- **Activity**
If a record contains a picture, leave the picture out and transcribe everything else exactly.
::::::::::
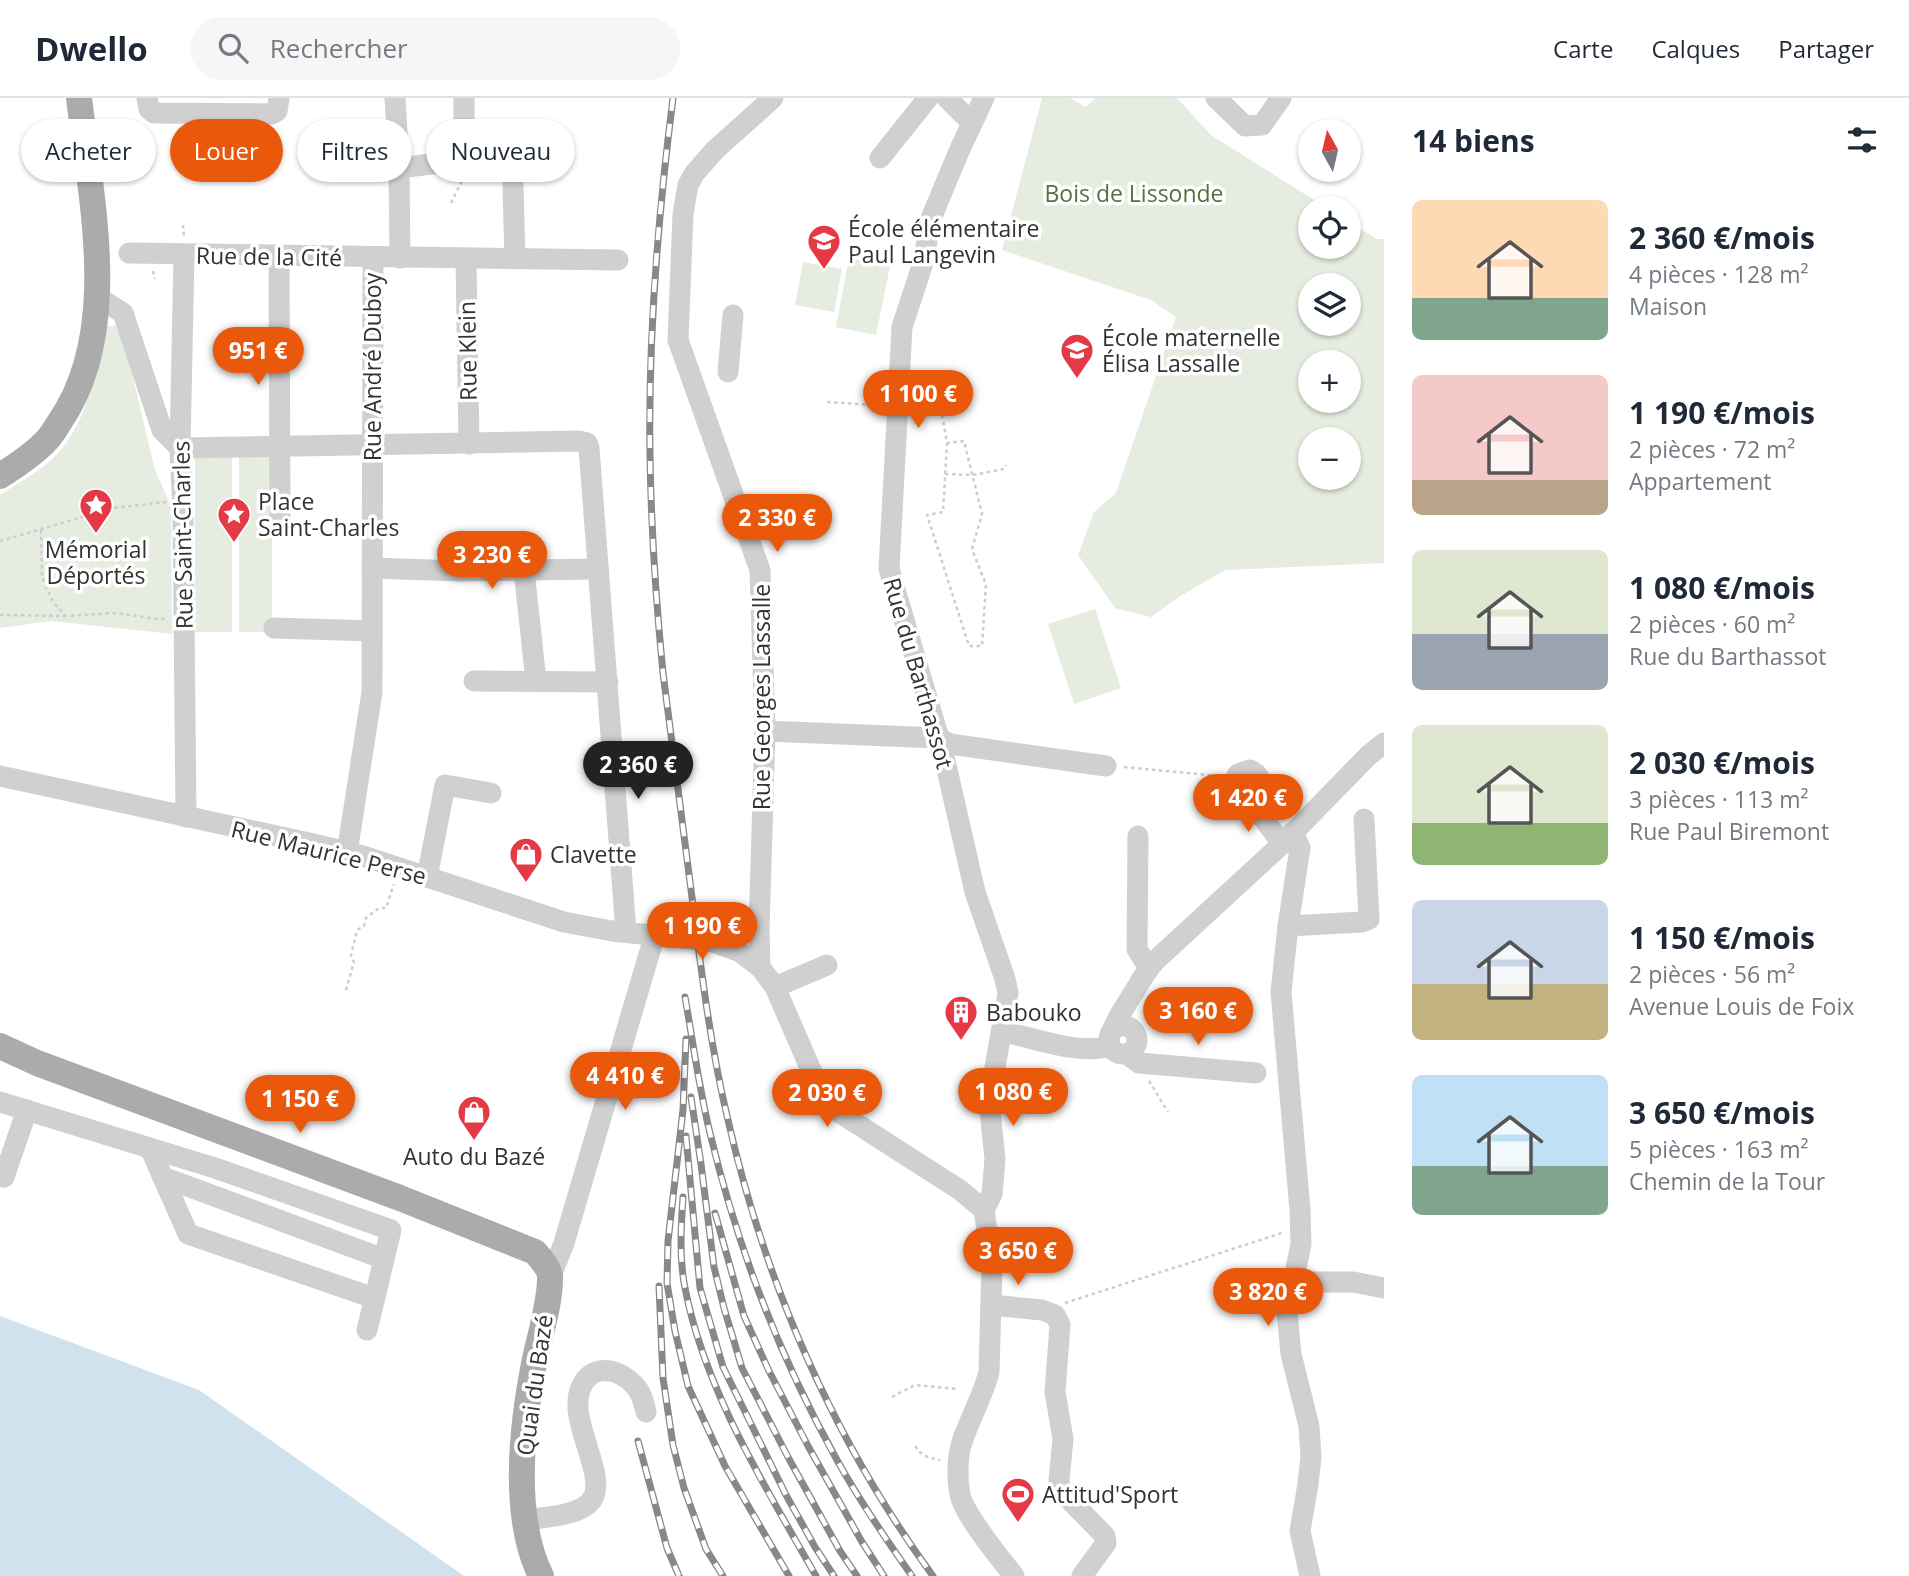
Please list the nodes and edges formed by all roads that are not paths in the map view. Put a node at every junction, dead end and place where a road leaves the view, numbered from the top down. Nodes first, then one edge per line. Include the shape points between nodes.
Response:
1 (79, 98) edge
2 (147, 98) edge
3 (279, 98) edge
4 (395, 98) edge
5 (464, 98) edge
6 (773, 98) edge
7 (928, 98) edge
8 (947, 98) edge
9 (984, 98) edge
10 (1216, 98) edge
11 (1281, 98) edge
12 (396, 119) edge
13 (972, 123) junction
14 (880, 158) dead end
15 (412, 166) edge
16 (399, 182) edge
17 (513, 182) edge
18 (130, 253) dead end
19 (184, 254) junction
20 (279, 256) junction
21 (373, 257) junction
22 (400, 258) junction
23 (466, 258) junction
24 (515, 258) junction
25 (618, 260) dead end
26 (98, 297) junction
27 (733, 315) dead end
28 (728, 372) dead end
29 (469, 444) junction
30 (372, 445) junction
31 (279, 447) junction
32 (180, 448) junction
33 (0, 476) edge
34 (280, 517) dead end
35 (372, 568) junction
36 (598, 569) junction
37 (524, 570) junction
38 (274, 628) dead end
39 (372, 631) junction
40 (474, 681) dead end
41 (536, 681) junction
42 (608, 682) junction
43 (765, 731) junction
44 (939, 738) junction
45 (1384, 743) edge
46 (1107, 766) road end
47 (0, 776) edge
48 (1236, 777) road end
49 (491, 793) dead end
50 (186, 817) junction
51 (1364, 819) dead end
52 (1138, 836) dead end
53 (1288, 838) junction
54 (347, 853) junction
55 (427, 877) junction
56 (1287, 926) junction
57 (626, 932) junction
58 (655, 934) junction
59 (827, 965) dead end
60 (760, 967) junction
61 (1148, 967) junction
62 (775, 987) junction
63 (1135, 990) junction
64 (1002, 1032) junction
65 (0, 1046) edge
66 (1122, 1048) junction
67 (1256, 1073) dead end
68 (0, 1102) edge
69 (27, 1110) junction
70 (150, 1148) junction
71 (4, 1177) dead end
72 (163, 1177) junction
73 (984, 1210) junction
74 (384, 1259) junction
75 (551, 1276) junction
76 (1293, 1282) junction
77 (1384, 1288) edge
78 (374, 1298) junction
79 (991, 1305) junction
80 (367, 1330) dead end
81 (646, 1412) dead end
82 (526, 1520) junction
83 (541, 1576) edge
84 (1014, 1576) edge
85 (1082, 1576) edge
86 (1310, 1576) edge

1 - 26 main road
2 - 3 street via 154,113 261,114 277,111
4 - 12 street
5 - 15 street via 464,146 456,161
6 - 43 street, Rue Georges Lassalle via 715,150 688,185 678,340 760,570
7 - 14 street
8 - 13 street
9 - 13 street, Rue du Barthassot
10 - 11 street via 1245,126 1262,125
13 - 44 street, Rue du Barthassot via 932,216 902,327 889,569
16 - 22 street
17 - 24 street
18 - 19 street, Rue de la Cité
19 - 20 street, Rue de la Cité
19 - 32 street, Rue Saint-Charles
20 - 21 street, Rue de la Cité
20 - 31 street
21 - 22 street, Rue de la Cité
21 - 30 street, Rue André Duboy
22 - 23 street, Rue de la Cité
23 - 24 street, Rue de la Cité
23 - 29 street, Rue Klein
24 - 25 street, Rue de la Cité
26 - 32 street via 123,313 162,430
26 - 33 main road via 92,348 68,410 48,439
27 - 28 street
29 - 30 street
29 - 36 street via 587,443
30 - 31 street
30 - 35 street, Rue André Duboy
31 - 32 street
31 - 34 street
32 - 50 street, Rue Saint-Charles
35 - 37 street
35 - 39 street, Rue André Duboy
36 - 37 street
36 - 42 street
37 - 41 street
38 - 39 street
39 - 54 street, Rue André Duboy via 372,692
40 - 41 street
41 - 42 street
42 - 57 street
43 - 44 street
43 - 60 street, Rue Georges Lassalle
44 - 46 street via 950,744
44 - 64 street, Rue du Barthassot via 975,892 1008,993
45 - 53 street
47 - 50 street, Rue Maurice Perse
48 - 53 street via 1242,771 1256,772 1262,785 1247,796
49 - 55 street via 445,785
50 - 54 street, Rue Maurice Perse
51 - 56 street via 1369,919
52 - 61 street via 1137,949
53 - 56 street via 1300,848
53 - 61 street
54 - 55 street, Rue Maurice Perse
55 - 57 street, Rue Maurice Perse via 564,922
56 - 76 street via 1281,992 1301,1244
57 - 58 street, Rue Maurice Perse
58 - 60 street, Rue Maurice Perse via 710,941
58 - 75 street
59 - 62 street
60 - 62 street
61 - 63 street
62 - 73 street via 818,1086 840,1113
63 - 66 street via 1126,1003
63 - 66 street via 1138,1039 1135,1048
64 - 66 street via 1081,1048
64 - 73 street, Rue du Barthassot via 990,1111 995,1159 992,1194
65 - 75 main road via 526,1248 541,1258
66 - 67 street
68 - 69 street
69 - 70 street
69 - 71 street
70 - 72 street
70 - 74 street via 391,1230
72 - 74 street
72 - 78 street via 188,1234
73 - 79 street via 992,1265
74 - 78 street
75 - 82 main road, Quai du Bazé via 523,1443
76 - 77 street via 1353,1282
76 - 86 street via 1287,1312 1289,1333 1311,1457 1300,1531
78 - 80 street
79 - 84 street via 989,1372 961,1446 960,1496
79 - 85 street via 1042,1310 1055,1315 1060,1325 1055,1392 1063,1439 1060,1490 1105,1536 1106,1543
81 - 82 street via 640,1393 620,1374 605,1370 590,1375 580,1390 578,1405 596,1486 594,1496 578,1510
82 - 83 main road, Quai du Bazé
::::::::::
- **Task solution**
Please list the nodes and edges formed by all roads that are not paths in the map view. Put a node at every junction, dead end and place where a road leaves the view, numbered from the top down. Nodes first, then one edge per line. Include the shape points between nodes.
Response:
1 (79, 98) edge
2 (147, 98) edge
3 (279, 98) edge
4 (395, 98) edge
5 (464, 98) edge
6 (773, 98) edge
7 (928, 98) edge
8 (947, 98) edge
9 (984, 98) edge
10 (1216, 98) edge
11 (1281, 98) edge
12 (396, 119) edge
13 (972, 123) junction
14 (880, 158) dead end
15 (412, 166) edge
16 (399, 182) edge
17 (513, 182) edge
18 (130, 253) dead end
19 (184, 254) junction
20 (279, 256) junction
21 (373, 257) junction
22 (400, 258) junction
23 (466, 258) junction
24 (515, 258) junction
25 (618, 260) dead end
26 (98, 297) junction
27 (733, 315) dead end
28 (728, 372) dead end
29 (469, 444) junction
30 (372, 445) junction
31 (279, 447) junction
32 (180, 448) junction
33 (0, 476) edge
34 (280, 517) dead end
35 (372, 568) junction
36 (598, 569) junction
37 (524, 570) junction
38 (274, 628) dead end
39 (372, 631) junction
40 (474, 681) dead end
41 (536, 681) junction
42 (608, 682) junction
43 (765, 731) junction
44 (939, 738) junction
45 (1384, 743) edge
46 (1107, 766) road end
47 (0, 776) edge
48 (1236, 777) road end
49 (491, 793) dead end
50 (186, 817) junction
51 (1364, 819) dead end
52 (1138, 836) dead end
53 (1288, 838) junction
54 (347, 853) junction
55 (427, 877) junction
56 (1287, 926) junction
57 (626, 932) junction
58 (655, 934) junction
59 (827, 965) dead end
60 (760, 967) junction
61 (1148, 967) junction
62 (775, 987) junction
63 (1135, 990) junction
64 (1002, 1032) junction
65 (0, 1046) edge
66 (1122, 1048) junction
67 (1256, 1073) dead end
68 (0, 1102) edge
69 (27, 1110) junction
70 (150, 1148) junction
71 (4, 1177) dead end
72 (163, 1177) junction
73 (984, 1210) junction
74 (384, 1259) junction
75 (551, 1276) junction
76 (1293, 1282) junction
77 (1384, 1288) edge
78 (374, 1298) junction
79 (991, 1305) junction
80 (367, 1330) dead end
81 (646, 1412) dead end
82 (526, 1520) junction
83 (541, 1576) edge
84 (1014, 1576) edge
85 (1082, 1576) edge
86 (1310, 1576) edge

1 - 26 main road
2 - 3 street via 154,113 261,114 277,111
4 - 12 street
5 - 15 street via 464,146 456,161
6 - 43 street, Rue Georges Lassalle via 715,150 688,185 678,340 760,570
7 - 14 street
8 - 13 street
9 - 13 street, Rue du Barthassot
10 - 11 street via 1245,126 1262,125
13 - 44 street, Rue du Barthassot via 932,216 902,327 889,569
16 - 22 street
17 - 24 street
18 - 19 street, Rue de la Cité
19 - 20 street, Rue de la Cité
19 - 32 street, Rue Saint-Charles
20 - 21 street, Rue de la Cité
20 - 31 street
21 - 22 street, Rue de la Cité
21 - 30 street, Rue André Duboy
22 - 23 street, Rue de la Cité
23 - 24 street, Rue de la Cité
23 - 29 street, Rue Klein
24 - 25 street, Rue de la Cité
26 - 32 street via 123,313 162,430
26 - 33 main road via 92,348 68,410 48,439
27 - 28 street
29 - 30 street
29 - 36 street via 587,443
30 - 31 street
30 - 35 street, Rue André Duboy
31 - 32 street
31 - 34 street
32 - 50 street, Rue Saint-Charles
35 - 37 street
35 - 39 street, Rue André Duboy
36 - 37 street
36 - 42 street
37 - 41 street
38 - 39 street
39 - 54 street, Rue André Duboy via 372,692
40 - 41 street
41 - 42 street
42 - 57 street
43 - 44 street
43 - 60 street, Rue Georges Lassalle
44 - 46 street via 950,744
44 - 64 street, Rue du Barthassot via 975,892 1008,993
45 - 53 street
47 - 50 street, Rue Maurice Perse
48 - 53 street via 1242,771 1256,772 1262,785 1247,796
49 - 55 street via 445,785
50 - 54 street, Rue Maurice Perse
51 - 56 street via 1369,919
52 - 61 street via 1137,949
53 - 56 street via 1300,848
53 - 61 street
54 - 55 street, Rue Maurice Perse
55 - 57 street, Rue Maurice Perse via 564,922
56 - 76 street via 1281,992 1301,1244
57 - 58 street, Rue Maurice Perse
58 - 60 street, Rue Maurice Perse via 710,941
58 - 75 street
59 - 62 street
60 - 62 street
61 - 63 street
62 - 73 street via 818,1086 840,1113
63 - 66 street via 1126,1003
63 - 66 street via 1138,1039 1135,1048
64 - 66 street via 1081,1048
64 - 73 street, Rue du Barthassot via 990,1111 995,1159 992,1194
65 - 75 main road via 526,1248 541,1258
66 - 67 street
68 - 69 street
69 - 70 street
69 - 71 street
70 - 72 street
70 - 74 street via 391,1230
72 - 74 street
72 - 78 street via 188,1234
73 - 79 street via 992,1265
74 - 78 street
75 - 82 main road, Quai du Bazé via 523,1443
76 - 77 street via 1353,1282
76 - 86 street via 1287,1312 1289,1333 1311,1457 1300,1531
78 - 80 street
79 - 84 street via 989,1372 961,1446 960,1496
79 - 85 street via 1042,1310 1055,1315 1060,1325 1055,1392 1063,1439 1060,1490 1105,1536 1106,1543
81 - 82 street via 640,1393 620,1374 605,1370 590,1375 580,1390 578,1405 596,1486 594,1496 578,1510
82 - 83 main road, Quai du Bazé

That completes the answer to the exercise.